§ Aim of the task: Go through the material and copy each line in which the word "setLineDash" shows up.

§ Given entries:
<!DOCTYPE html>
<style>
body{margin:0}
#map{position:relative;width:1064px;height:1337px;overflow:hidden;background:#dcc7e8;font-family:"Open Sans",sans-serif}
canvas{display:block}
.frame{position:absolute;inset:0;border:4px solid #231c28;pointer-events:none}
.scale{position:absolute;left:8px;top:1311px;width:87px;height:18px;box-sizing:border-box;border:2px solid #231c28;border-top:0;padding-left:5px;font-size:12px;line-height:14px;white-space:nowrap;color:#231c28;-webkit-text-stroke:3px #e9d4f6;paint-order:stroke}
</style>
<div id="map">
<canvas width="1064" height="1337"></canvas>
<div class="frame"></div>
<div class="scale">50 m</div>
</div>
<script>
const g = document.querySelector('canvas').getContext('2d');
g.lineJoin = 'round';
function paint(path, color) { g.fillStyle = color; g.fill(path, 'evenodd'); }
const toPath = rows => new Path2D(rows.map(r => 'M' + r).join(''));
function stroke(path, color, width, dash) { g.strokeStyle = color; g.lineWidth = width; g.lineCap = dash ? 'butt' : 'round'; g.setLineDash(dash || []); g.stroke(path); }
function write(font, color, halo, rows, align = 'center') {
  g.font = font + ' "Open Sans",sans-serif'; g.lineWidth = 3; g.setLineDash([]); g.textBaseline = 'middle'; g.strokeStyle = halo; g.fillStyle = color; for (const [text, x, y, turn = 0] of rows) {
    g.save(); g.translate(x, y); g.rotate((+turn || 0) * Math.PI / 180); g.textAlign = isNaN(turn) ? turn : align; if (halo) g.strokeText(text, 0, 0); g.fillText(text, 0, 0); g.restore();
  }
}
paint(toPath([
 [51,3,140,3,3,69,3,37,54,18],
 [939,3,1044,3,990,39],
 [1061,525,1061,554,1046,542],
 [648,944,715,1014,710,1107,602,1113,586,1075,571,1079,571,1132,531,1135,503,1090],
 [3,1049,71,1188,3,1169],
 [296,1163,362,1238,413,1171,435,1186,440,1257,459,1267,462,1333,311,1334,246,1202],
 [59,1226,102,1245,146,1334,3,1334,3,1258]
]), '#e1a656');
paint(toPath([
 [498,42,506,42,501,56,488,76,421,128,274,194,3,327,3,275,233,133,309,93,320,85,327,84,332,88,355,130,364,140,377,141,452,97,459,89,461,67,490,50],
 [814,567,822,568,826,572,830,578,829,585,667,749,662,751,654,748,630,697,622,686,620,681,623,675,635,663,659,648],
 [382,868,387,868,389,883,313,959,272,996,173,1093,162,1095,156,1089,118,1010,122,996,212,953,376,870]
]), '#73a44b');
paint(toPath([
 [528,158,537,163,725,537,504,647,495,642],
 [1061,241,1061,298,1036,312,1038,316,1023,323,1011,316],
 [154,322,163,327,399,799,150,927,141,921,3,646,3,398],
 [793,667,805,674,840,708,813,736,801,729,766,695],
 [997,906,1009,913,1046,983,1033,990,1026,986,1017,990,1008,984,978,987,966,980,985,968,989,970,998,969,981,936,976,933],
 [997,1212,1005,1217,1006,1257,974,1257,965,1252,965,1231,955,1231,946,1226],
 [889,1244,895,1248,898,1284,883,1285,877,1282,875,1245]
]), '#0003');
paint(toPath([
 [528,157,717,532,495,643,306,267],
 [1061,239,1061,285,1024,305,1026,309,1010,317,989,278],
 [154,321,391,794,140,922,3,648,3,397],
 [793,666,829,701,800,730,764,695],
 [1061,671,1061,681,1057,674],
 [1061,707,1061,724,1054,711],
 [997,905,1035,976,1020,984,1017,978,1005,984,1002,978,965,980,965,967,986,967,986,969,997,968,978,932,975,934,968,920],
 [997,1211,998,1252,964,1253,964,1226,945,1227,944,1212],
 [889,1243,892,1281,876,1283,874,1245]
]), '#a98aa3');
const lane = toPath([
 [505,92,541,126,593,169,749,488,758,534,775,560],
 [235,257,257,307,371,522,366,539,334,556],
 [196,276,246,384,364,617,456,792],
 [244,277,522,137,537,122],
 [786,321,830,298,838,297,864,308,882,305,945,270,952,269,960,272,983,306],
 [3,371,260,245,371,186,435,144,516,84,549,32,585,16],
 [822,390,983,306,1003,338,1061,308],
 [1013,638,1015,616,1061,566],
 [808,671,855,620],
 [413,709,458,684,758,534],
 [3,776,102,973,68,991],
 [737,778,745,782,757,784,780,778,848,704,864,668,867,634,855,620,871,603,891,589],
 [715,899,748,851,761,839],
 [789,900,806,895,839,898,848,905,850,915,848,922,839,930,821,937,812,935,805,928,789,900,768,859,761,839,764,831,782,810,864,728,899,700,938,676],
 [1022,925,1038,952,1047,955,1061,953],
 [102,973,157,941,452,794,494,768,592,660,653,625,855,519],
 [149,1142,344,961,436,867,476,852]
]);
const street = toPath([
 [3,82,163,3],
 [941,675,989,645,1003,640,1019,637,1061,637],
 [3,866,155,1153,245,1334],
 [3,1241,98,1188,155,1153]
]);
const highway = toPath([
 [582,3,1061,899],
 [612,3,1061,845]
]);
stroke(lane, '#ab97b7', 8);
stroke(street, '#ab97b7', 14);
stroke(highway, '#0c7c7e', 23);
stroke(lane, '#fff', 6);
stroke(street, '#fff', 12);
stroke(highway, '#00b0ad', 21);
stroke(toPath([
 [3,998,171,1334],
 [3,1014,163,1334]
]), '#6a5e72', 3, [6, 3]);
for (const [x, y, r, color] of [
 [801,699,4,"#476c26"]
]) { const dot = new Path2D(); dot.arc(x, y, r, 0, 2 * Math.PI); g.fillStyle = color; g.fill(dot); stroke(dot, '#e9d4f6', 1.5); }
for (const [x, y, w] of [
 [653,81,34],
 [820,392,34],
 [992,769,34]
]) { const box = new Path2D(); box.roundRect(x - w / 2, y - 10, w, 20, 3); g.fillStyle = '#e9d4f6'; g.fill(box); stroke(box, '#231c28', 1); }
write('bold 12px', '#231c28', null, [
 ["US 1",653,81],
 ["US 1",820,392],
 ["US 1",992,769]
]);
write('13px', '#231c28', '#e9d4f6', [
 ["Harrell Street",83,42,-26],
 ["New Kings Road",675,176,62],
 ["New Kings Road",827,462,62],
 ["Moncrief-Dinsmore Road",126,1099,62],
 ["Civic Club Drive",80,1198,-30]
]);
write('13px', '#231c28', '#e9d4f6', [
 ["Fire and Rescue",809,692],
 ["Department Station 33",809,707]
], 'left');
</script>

§ Completed exercise:
function stroke(path, color, width, dash) { g.strokeStyle = color; g.lineWidth = width; g.lineCap = dash ? 'butt' : 'round'; g.setLineDash(dash || []); g.stroke(path); }
  g.font = font + ' "Open Sans",sans-serif'; g.lineWidth = 3; g.setLineDash([]); g.textBaseline = 'middle'; g.strokeStyle = halo; g.fillStyle = color; for (const [text, x, y, turn = 0] of rows) {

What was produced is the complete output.